──────── Data extract ────────
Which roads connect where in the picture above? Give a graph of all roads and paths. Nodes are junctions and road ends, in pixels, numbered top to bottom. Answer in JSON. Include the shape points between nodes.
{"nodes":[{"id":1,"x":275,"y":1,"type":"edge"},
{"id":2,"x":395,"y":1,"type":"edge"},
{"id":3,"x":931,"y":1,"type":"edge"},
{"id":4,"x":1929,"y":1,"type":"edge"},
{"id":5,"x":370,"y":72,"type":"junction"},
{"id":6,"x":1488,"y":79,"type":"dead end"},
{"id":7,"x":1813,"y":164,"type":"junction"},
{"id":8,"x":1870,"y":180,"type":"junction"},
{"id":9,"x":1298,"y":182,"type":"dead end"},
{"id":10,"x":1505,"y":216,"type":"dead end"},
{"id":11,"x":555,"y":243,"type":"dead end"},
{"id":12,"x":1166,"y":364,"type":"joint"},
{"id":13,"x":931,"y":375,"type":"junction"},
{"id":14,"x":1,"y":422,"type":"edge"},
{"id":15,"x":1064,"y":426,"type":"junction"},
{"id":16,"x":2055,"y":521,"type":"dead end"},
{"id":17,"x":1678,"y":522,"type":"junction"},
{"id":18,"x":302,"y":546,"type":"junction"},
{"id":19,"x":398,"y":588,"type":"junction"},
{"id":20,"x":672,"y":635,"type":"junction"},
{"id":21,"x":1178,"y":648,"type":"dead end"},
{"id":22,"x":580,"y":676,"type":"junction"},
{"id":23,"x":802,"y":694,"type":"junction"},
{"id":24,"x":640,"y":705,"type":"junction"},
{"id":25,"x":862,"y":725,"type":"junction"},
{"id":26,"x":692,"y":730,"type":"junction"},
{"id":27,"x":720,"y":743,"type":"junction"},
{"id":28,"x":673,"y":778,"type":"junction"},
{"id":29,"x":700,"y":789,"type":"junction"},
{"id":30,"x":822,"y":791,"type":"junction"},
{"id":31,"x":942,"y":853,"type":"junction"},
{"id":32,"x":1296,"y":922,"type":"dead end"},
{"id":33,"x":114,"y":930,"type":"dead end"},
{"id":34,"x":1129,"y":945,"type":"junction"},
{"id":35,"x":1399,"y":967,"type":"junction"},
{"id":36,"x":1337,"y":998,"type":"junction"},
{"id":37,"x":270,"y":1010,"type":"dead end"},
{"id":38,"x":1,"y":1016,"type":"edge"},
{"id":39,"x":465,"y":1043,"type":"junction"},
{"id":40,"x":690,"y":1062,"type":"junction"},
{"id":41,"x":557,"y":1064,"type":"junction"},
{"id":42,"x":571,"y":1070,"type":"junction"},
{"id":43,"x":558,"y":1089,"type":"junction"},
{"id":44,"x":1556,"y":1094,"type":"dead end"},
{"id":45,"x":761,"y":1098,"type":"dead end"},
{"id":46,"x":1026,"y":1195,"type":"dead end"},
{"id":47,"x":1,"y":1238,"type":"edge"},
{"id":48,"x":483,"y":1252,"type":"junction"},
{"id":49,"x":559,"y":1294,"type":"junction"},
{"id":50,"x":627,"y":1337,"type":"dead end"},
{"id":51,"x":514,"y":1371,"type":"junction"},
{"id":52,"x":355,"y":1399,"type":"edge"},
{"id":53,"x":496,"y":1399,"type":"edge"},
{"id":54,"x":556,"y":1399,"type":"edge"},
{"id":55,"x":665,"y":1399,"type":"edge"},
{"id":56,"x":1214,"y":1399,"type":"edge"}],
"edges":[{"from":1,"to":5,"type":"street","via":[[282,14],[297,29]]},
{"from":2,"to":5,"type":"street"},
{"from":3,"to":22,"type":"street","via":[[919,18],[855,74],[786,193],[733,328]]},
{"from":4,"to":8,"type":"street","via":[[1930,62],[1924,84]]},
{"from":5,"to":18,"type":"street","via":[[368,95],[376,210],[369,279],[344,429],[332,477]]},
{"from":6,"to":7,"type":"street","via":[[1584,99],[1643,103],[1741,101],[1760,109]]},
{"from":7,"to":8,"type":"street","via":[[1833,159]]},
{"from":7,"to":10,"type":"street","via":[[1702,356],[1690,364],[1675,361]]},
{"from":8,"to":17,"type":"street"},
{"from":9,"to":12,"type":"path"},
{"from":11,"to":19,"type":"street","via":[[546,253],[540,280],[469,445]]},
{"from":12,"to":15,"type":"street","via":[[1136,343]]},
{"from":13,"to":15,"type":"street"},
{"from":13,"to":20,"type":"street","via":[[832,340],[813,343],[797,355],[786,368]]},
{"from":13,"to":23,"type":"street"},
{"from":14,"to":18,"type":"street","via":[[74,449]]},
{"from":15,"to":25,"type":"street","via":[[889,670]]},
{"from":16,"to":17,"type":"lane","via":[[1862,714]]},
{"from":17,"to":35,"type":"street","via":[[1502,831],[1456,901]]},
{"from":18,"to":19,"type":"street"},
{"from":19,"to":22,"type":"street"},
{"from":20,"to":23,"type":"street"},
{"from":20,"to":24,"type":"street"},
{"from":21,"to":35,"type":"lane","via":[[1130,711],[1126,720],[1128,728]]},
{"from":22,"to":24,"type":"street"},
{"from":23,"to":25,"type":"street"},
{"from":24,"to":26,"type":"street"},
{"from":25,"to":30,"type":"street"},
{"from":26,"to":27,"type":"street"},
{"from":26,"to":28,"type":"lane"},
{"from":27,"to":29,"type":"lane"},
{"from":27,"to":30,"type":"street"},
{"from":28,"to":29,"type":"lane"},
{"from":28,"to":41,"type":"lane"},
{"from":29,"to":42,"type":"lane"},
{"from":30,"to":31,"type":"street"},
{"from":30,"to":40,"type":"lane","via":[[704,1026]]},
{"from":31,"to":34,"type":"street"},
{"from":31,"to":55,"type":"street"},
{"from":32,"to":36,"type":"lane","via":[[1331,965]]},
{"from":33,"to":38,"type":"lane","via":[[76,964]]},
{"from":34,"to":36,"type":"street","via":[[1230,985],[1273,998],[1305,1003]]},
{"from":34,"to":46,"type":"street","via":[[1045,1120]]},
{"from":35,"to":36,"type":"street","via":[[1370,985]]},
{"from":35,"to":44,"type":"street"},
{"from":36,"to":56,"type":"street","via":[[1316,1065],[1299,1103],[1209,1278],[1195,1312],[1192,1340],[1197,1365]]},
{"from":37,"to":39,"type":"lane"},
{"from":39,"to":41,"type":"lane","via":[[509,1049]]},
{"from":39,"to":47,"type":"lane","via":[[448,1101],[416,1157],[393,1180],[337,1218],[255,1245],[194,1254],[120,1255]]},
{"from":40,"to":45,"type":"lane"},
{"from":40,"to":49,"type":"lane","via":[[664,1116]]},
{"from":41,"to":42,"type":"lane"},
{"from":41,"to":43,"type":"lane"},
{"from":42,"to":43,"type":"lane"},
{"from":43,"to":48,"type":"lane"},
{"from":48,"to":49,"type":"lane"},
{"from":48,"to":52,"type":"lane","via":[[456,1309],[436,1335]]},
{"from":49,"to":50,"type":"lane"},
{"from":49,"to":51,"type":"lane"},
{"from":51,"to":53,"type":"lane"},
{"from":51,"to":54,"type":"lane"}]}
────────
Task requirements ▸ What you write must match the records above exactly, line for line.

The answer ▸
Which roads connect where in the picture above? Give a graph of all roads and paths. Nodes are junctions and road ends, in pixels, numbered top to bottom. Answer in JSON. Include the shape points between nodes.
{"nodes":[{"id":1,"x":275,"y":1,"type":"edge"},
{"id":2,"x":395,"y":1,"type":"edge"},
{"id":3,"x":931,"y":1,"type":"edge"},
{"id":4,"x":1929,"y":1,"type":"edge"},
{"id":5,"x":370,"y":72,"type":"junction"},
{"id":6,"x":1488,"y":79,"type":"dead end"},
{"id":7,"x":1813,"y":164,"type":"junction"},
{"id":8,"x":1870,"y":180,"type":"junction"},
{"id":9,"x":1298,"y":182,"type":"dead end"},
{"id":10,"x":1505,"y":216,"type":"dead end"},
{"id":11,"x":555,"y":243,"type":"dead end"},
{"id":12,"x":1166,"y":364,"type":"joint"},
{"id":13,"x":931,"y":375,"type":"junction"},
{"id":14,"x":1,"y":422,"type":"edge"},
{"id":15,"x":1064,"y":426,"type":"junction"},
{"id":16,"x":2055,"y":521,"type":"dead end"},
{"id":17,"x":1678,"y":522,"type":"junction"},
{"id":18,"x":302,"y":546,"type":"junction"},
{"id":19,"x":398,"y":588,"type":"junction"},
{"id":20,"x":672,"y":635,"type":"junction"},
{"id":21,"x":1178,"y":648,"type":"dead end"},
{"id":22,"x":580,"y":676,"type":"junction"},
{"id":23,"x":802,"y":694,"type":"junction"},
{"id":24,"x":640,"y":705,"type":"junction"},
{"id":25,"x":862,"y":725,"type":"junction"},
{"id":26,"x":692,"y":730,"type":"junction"},
{"id":27,"x":720,"y":743,"type":"junction"},
{"id":28,"x":673,"y":778,"type":"junction"},
{"id":29,"x":700,"y":789,"type":"junction"},
{"id":30,"x":822,"y":791,"type":"junction"},
{"id":31,"x":942,"y":853,"type":"junction"},
{"id":32,"x":1296,"y":922,"type":"dead end"},
{"id":33,"x":114,"y":930,"type":"dead end"},
{"id":34,"x":1129,"y":945,"type":"junction"},
{"id":35,"x":1399,"y":967,"type":"junction"},
{"id":36,"x":1337,"y":998,"type":"junction"},
{"id":37,"x":270,"y":1010,"type":"dead end"},
{"id":38,"x":1,"y":1016,"type":"edge"},
{"id":39,"x":465,"y":1043,"type":"junction"},
{"id":40,"x":690,"y":1062,"type":"junction"},
{"id":41,"x":557,"y":1064,"type":"junction"},
{"id":42,"x":571,"y":1070,"type":"junction"},
{"id":43,"x":558,"y":1089,"type":"junction"},
{"id":44,"x":1556,"y":1094,"type":"dead end"},
{"id":45,"x":761,"y":1098,"type":"dead end"},
{"id":46,"x":1026,"y":1195,"type":"dead end"},
{"id":47,"x":1,"y":1238,"type":"edge"},
{"id":48,"x":483,"y":1252,"type":"junction"},
{"id":49,"x":559,"y":1294,"type":"junction"},
{"id":50,"x":627,"y":1337,"type":"dead end"},
{"id":51,"x":514,"y":1371,"type":"junction"},
{"id":52,"x":355,"y":1399,"type":"edge"},
{"id":53,"x":496,"y":1399,"type":"edge"},
{"id":54,"x":556,"y":1399,"type":"edge"},
{"id":55,"x":665,"y":1399,"type":"edge"},
{"id":56,"x":1214,"y":1399,"type":"edge"}],
"edges":[{"from":1,"to":5,"type":"street","via":[[282,14],[297,29]]},
{"from":2,"to":5,"type":"street"},
{"from":3,"to":22,"type":"street","via":[[919,18],[855,74],[786,193],[733,328]]},
{"from":4,"to":8,"type":"street","via":[[1930,62],[1924,84]]},
{"from":5,"to":18,"type":"street","via":[[368,95],[376,210],[369,279],[344,429],[332,477]]},
{"from":6,"to":7,"type":"street","via":[[1584,99],[1643,103],[1741,101],[1760,109]]},
{"from":7,"to":8,"type":"street","via":[[1833,159]]},
{"from":7,"to":10,"type":"street","via":[[1702,356],[1690,364],[1675,361]]},
{"from":8,"to":17,"type":"street"},
{"from":9,"to":12,"type":"path"},
{"from":11,"to":19,"type":"street","via":[[546,253],[540,280],[469,445]]},
{"from":12,"to":15,"type":"street","via":[[1136,343]]},
{"from":13,"to":15,"type":"street"},
{"from":13,"to":20,"type":"street","via":[[832,340],[813,343],[797,355],[786,368]]},
{"from":13,"to":23,"type":"street"},
{"from":14,"to":18,"type":"street","via":[[74,449]]},
{"from":15,"to":25,"type":"street","via":[[889,670]]},
{"from":16,"to":17,"type":"lane","via":[[1862,714]]},
{"from":17,"to":35,"type":"street","via":[[1502,831],[1456,901]]},
{"from":18,"to":19,"type":"street"},
{"from":19,"to":22,"type":"street"},
{"from":20,"to":23,"type":"street"},
{"from":20,"to":24,"type":"street"},
{"from":21,"to":35,"type":"lane","via":[[1130,711],[1126,720],[1128,728]]},
{"from":22,"to":24,"type":"street"},
{"from":23,"to":25,"type":"street"},
{"from":24,"to":26,"type":"street"},
{"from":25,"to":30,"type":"street"},
{"from":26,"to":27,"type":"street"},
{"from":26,"to":28,"type":"lane"},
{"from":27,"to":29,"type":"lane"},
{"from":27,"to":30,"type":"street"},
{"from":28,"to":29,"type":"lane"},
{"from":28,"to":41,"type":"lane"},
{"from":29,"to":42,"type":"lane"},
{"from":30,"to":31,"type":"street"},
{"from":30,"to":40,"type":"lane","via":[[704,1026]]},
{"from":31,"to":34,"type":"street"},
{"from":31,"to":55,"type":"street"},
{"from":32,"to":36,"type":"lane","via":[[1331,965]]},
{"from":33,"to":38,"type":"lane","via":[[76,964]]},
{"from":34,"to":36,"type":"street","via":[[1230,985],[1273,998],[1305,1003]]},
{"from":34,"to":46,"type":"street","via":[[1045,1120]]},
{"from":35,"to":36,"type":"street","via":[[1370,985]]},
{"from":35,"to":44,"type":"street"},
{"from":36,"to":56,"type":"street","via":[[1316,1065],[1299,1103],[1209,1278],[1195,1312],[1192,1340],[1197,1365]]},
{"from":37,"to":39,"type":"lane"},
{"from":39,"to":41,"type":"lane","via":[[509,1049]]},
{"from":39,"to":47,"type":"lane","via":[[448,1101],[416,1157],[393,1180],[337,1218],[255,1245],[194,1254],[120,1255]]},
{"from":40,"to":45,"type":"lane"},
{"from":40,"to":49,"type":"lane","via":[[664,1116]]},
{"from":41,"to":42,"type":"lane"},
{"from":41,"to":43,"type":"lane"},
{"from":42,"to":43,"type":"lane"},
{"from":43,"to":48,"type":"lane"},
{"from":48,"to":49,"type":"lane"},
{"from":48,"to":52,"type":"lane","via":[[456,1309],[436,1335]]},
{"from":49,"to":50,"type":"lane"},
{"from":49,"to":51,"type":"lane"},
{"from":51,"to":53,"type":"lane"},
{"from":51,"to":54,"type":"lane"}]}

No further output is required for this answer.